Билирубин является одним из желчных пигментов. В благоприятных условиях представляет кристаллы, окрашенные в коричневый цвет, является промежуточным продуктом распада гемоглобина (белка эритроцитов). Билирубин в незначительных количествах содержится в плазме крови.

В норме уровень общего билирубина в сыворотке крови составляет менее 0,2–1 мг% или ниже 3,4—17,1 мкмоль/л.

Для определения концентрации билирубина используют метод Гендрамика.

Состояние, при котором концентрация билирубина выше 17,1 мкмоль/л, называется гипербилирубинемией. Билирубин скапливается в кровяном русле, и после достижения определенного уровня он переходит в ткани, за счет этого приобретающие желтую окраску, т. е. развивается желтуха.

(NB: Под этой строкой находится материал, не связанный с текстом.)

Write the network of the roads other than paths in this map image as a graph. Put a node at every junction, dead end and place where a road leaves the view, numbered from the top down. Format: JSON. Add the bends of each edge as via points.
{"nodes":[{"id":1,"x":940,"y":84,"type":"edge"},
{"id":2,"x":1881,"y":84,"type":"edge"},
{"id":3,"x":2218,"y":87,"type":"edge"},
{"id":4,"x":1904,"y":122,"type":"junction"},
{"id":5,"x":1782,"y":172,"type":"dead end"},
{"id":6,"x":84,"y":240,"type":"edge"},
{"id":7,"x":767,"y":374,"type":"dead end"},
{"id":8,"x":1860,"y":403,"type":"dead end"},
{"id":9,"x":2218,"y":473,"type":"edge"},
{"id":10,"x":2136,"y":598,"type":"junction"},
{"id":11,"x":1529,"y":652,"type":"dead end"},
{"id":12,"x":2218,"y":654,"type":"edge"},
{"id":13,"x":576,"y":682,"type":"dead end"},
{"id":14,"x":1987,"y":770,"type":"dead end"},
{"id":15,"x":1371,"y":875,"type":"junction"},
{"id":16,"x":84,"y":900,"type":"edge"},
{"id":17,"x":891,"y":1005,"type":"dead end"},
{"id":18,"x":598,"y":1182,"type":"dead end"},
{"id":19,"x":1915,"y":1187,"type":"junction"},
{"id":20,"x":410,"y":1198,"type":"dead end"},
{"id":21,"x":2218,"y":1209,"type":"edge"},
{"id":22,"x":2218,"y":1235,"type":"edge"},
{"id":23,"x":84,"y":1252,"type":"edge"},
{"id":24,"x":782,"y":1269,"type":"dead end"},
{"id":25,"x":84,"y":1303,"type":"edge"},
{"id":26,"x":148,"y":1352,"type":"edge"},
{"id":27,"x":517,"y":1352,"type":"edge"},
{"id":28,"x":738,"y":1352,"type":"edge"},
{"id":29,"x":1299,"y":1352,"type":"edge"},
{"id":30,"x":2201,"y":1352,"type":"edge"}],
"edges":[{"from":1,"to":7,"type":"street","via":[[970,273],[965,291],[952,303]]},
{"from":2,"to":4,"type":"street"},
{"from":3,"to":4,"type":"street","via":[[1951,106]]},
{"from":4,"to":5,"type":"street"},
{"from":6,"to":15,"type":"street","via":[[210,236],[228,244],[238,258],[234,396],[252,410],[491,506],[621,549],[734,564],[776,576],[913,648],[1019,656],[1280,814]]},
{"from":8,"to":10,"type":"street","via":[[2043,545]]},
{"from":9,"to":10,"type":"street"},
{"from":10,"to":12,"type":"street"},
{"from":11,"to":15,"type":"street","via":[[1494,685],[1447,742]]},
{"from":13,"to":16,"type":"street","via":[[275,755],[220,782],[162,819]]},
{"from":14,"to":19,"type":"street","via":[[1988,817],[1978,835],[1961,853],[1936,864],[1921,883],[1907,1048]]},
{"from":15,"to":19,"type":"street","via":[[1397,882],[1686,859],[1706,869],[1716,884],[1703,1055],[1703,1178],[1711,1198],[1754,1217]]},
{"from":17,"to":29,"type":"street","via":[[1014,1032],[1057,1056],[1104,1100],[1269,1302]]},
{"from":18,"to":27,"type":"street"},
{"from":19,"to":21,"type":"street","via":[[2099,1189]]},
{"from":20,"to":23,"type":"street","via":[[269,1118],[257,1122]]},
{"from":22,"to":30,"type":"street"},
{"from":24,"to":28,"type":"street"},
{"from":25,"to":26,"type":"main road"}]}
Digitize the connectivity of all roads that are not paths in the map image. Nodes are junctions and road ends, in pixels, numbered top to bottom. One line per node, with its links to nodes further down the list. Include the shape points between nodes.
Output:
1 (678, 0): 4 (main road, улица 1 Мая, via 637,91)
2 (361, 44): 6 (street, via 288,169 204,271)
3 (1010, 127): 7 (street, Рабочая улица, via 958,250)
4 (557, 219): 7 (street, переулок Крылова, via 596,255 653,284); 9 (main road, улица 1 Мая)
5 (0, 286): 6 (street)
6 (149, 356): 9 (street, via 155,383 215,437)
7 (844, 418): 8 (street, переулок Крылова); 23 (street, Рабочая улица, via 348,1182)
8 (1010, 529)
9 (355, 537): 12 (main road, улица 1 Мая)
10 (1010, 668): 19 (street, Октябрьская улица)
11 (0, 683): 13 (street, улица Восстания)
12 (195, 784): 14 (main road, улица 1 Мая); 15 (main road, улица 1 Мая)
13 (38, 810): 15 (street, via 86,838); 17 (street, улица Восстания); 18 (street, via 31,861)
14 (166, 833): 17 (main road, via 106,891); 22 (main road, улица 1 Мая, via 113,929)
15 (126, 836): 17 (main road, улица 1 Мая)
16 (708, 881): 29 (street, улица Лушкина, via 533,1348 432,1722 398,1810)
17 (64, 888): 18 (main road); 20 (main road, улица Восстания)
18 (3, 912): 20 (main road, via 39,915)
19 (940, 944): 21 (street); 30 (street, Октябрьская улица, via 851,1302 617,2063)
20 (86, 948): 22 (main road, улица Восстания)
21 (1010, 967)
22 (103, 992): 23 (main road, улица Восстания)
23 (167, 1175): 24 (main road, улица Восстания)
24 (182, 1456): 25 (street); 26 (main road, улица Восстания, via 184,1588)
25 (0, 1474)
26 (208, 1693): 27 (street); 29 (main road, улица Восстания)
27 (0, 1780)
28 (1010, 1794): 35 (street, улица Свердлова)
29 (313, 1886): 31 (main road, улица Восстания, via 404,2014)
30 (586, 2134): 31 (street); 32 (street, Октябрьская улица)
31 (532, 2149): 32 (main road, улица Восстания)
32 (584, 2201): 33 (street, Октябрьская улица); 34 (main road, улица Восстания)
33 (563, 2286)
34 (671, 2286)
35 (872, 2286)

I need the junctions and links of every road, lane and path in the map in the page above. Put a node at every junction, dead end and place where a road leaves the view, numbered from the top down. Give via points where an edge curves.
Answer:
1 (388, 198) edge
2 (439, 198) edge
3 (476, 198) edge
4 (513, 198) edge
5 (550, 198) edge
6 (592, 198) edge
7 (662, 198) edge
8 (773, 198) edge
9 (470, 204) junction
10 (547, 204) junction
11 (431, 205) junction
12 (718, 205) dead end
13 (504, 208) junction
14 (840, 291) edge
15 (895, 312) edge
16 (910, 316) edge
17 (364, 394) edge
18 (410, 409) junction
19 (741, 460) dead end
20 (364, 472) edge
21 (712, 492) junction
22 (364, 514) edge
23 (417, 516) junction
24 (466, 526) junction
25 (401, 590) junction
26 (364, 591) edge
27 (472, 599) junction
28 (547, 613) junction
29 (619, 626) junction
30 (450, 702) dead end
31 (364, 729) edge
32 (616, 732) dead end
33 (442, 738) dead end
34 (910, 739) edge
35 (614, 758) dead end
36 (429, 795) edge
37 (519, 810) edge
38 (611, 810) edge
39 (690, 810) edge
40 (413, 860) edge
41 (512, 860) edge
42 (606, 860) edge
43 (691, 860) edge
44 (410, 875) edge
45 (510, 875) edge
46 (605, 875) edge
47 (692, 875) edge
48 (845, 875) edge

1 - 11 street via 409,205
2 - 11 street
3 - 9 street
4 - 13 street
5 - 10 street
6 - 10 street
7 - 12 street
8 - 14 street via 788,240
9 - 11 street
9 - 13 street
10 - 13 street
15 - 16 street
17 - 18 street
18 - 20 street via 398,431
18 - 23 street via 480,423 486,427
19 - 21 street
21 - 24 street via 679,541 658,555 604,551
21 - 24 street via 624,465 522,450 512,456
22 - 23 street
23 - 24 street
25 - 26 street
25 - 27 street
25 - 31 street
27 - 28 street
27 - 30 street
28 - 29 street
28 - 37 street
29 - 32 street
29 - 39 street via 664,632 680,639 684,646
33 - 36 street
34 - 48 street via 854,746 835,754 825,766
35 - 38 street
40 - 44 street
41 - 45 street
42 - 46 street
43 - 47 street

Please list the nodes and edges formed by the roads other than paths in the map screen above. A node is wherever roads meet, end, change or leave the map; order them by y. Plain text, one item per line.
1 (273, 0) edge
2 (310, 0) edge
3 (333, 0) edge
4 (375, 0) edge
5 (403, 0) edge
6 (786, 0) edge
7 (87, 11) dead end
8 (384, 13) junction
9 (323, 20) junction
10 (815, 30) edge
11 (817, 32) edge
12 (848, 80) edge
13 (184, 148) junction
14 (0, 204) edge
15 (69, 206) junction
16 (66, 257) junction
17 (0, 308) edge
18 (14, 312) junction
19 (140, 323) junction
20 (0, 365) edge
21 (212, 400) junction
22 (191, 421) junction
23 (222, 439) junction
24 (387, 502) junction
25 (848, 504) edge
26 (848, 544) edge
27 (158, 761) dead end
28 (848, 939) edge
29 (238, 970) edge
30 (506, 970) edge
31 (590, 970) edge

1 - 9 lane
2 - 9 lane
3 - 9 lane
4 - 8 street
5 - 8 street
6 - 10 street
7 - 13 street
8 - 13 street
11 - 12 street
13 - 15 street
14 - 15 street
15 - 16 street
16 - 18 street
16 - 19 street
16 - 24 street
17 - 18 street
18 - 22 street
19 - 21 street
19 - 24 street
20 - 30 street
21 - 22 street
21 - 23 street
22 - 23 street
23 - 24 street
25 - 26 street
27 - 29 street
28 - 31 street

Причины гипербилирубинемии:

1) повышенное разрушение эритроцитов (гемолитическая желтуха);

2) поражение печеночных клеток с нарушением выделения билирубина (паренхиматозная желтуха);

3) нарушенный отток желчи в кишечник (механическая желтуха);

4) нарушение образования фермента, отвечающего за выработку глюкоронидов билирубина;

5) нарушение прямого билирубина в желчи. Исследование уровня билирубина в практике используют

для определения вида желтухи, оценки степени повышения билирубина, для выявления повышенного уровня билирубина, когда желтуха вызывает сомнения (желтушность появляется при концентрации билирубина выше 30–35 мкмоль/л).

Гипобилирубинемия (низкий уровень билирубина в крови) возможна при постгеморрагических анемиях, алиментарном истощении. Но это особого диагностического значения в практике не имеет. Самые частые постгеморрагические анемии – анемии после кровотечения в просвет желудочно-кишечного тракта. При них кровь, попавшая в просвет, распадается, а образовавшийся билирубин всасывается, вызывая желтуху.

Уровень прямого билирубина в сыворотке. В норме концентрация прямого билирубина составляет 0–0,2 мг/дл или 0–3,4 мкмоль/л.

Данное исследование имеет значение при дифференциальной диагностике вариантов желтух.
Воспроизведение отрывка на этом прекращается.